An efficient dual-layer cross-coupled chaotic map security-based multi-image encryption system

This paper proposes an effective image encryption method to encrypt several images in one encryption process. The proposed encryption scheme differs from the current multiple image encryption schemes because of their two-layer cross-coupled chaotic map-based permutation-diffusion operation. Block-shuffling, left-right (L-R) flipping and then bit-XOR diffusion operations are carried out in the first layer using one set of cross-coupled chaotic map. Block-shuffling, up-down (U-D) flipping and then bit-XOR diffusion operations are performed with another set of cross-coupled chaotic maps in the second layer. The two different layers of permutation-diffusion make the proposed algorithm more efficient than the existing multi-image encryption algorithms. Moreover, the combination of block-based shuffling and flip operation decreases the algorithm's computational complexity, which means enhancing the time efficiency of the algorithm.
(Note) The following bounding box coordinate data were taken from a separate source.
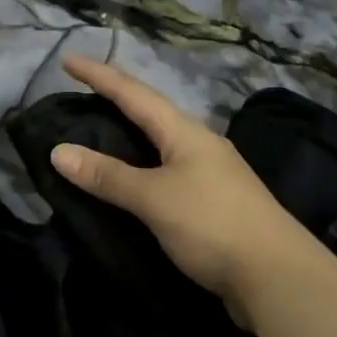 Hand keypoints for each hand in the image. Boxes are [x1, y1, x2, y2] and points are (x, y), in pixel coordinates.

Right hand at [48, 57, 316, 323]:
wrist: (278, 277)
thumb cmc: (212, 224)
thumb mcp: (154, 197)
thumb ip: (108, 176)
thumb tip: (58, 151)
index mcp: (185, 132)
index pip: (134, 94)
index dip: (100, 76)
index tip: (69, 60)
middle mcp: (200, 145)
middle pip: (152, 113)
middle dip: (117, 100)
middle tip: (83, 93)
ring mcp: (212, 174)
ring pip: (162, 143)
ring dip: (132, 134)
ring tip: (103, 131)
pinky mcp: (215, 204)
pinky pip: (169, 173)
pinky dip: (143, 168)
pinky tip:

In cross-coupling operation, the use of a single fixed-type one-dimensional chaotic map-piece-wise linear chaotic map (PWLCM) makes the algorithm efficient both in hardware and in software. PWLCM's initial values and system parameters (keys) are generated by means of the hash values of original images that resist the algorithm against the attacks of chosen-plaintext and known-plaintext. Results of simulation and comparative security analysis reveal that the suggested scheme is more effective in encryption and resists better against all widely used attacks.

Automated summary

This paper proposes an effective image encryption method using a two-layer cross-coupled chaotic map-based permutation-diffusion operation, which is more efficient and resistant to various common attacks compared to existing multi-image encryption algorithms.